> [Task]
In the listing below, how many lines contain the string "Калинина"? Answer with the number only.

= = = =

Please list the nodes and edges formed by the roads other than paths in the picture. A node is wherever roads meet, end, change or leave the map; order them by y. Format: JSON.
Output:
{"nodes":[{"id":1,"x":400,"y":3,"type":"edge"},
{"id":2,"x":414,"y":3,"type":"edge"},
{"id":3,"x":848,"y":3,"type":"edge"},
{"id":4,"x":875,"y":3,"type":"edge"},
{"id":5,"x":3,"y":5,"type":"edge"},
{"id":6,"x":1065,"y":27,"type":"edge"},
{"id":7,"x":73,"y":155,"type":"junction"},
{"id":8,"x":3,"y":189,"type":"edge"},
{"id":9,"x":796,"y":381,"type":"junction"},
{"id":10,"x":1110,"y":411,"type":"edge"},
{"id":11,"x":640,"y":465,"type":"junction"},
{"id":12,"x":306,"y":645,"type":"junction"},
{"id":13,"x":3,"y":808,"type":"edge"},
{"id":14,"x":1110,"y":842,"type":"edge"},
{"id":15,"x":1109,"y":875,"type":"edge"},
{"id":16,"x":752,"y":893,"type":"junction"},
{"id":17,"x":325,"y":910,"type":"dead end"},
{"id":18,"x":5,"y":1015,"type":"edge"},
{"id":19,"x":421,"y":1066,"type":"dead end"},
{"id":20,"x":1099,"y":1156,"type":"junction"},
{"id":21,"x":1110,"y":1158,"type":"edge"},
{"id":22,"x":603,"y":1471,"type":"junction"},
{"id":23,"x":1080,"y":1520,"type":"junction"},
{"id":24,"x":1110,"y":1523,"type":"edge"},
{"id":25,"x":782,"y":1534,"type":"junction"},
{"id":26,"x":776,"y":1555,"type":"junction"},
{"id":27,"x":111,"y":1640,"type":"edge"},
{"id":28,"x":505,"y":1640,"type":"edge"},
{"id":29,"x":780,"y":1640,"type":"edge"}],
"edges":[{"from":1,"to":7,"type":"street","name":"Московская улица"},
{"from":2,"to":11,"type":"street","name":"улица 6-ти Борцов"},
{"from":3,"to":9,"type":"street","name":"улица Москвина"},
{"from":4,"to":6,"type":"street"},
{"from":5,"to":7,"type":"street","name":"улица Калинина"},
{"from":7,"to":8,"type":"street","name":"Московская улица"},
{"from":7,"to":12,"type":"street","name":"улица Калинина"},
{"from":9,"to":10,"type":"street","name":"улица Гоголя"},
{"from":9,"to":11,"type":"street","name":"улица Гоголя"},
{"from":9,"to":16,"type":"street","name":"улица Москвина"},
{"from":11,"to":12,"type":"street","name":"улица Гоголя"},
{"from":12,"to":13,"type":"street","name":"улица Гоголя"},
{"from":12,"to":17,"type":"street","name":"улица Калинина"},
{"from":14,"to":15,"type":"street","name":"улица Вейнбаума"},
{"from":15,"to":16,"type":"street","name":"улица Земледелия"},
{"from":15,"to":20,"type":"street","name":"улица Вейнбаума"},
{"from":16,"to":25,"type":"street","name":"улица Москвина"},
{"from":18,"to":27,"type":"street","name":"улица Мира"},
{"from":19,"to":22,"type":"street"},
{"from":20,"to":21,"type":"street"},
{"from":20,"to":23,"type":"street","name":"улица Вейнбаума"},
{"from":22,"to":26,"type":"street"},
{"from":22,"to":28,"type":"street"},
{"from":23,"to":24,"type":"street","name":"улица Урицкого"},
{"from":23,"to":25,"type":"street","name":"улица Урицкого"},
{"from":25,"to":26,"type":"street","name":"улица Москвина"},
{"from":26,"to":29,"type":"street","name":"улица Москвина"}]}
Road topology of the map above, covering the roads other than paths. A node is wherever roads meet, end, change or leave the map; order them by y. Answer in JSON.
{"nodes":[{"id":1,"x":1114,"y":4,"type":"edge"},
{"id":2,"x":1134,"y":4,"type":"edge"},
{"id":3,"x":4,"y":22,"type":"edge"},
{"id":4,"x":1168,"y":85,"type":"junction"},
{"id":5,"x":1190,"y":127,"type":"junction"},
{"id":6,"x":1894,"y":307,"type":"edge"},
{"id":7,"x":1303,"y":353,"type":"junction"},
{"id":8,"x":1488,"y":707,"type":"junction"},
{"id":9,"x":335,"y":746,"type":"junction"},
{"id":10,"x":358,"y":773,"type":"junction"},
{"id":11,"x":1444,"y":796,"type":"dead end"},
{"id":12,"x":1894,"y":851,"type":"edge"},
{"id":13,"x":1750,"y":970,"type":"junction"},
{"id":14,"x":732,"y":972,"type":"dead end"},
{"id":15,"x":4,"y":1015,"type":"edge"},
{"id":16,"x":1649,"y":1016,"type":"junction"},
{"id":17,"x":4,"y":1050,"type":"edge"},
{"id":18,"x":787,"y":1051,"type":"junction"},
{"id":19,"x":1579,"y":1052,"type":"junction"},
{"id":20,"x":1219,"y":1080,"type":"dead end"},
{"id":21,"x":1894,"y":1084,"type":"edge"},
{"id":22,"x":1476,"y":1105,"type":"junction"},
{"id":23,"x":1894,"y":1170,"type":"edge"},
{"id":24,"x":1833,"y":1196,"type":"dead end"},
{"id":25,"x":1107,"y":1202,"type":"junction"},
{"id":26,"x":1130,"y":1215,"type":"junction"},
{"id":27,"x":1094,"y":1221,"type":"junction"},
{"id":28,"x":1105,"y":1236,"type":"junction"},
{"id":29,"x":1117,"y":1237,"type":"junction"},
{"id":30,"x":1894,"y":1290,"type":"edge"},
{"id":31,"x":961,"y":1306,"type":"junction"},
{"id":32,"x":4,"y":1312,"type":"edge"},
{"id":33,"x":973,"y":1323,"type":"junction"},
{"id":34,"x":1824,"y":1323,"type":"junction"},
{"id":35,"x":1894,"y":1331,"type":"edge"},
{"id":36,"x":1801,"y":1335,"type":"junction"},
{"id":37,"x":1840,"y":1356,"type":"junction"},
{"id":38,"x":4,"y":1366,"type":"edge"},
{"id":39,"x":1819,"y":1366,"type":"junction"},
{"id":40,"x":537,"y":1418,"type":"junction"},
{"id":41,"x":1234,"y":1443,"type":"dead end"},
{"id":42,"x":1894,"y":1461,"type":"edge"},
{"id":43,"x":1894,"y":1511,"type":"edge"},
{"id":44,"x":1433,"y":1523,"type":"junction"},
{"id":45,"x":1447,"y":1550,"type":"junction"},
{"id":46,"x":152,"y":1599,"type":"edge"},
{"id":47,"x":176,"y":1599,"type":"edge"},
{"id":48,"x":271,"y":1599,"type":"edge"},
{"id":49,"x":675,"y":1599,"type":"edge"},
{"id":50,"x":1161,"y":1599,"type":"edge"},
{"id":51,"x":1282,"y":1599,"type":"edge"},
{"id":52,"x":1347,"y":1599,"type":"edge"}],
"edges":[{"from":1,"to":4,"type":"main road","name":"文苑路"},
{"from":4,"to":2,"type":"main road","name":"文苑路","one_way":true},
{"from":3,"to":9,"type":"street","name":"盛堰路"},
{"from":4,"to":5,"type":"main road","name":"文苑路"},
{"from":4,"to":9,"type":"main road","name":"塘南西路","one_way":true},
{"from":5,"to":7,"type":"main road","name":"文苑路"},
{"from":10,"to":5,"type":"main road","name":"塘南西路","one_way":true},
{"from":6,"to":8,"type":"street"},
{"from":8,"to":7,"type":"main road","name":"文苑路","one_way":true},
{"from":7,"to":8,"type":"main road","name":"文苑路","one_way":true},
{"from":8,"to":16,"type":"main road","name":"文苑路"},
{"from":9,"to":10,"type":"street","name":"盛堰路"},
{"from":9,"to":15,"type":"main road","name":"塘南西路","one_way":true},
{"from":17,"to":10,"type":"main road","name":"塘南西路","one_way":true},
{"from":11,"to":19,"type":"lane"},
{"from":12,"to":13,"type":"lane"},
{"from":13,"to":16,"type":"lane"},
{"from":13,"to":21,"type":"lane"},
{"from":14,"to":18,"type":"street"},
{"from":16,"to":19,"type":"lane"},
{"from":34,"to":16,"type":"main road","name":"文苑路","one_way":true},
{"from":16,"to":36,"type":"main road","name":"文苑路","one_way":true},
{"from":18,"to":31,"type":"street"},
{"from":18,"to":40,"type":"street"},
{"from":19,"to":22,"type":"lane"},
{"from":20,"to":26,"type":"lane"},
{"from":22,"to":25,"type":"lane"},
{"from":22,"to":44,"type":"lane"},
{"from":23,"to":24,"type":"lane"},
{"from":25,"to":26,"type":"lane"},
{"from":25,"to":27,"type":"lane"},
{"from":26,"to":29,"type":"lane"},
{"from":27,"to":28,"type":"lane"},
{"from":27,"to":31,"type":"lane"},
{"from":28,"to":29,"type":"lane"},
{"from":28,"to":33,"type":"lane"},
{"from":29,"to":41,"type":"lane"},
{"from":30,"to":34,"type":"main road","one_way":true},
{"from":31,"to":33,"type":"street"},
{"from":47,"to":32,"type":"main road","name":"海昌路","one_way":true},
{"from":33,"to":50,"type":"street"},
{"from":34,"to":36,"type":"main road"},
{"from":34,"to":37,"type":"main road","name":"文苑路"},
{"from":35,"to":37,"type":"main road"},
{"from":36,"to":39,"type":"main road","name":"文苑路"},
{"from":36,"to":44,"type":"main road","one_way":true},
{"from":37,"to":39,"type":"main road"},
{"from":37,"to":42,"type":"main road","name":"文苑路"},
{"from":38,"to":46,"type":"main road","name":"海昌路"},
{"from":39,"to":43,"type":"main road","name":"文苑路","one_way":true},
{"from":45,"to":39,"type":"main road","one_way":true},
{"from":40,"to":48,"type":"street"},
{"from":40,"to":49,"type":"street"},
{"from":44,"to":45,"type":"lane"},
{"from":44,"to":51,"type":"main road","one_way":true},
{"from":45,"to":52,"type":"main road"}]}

= = = =

> [Answer for this exercise]
3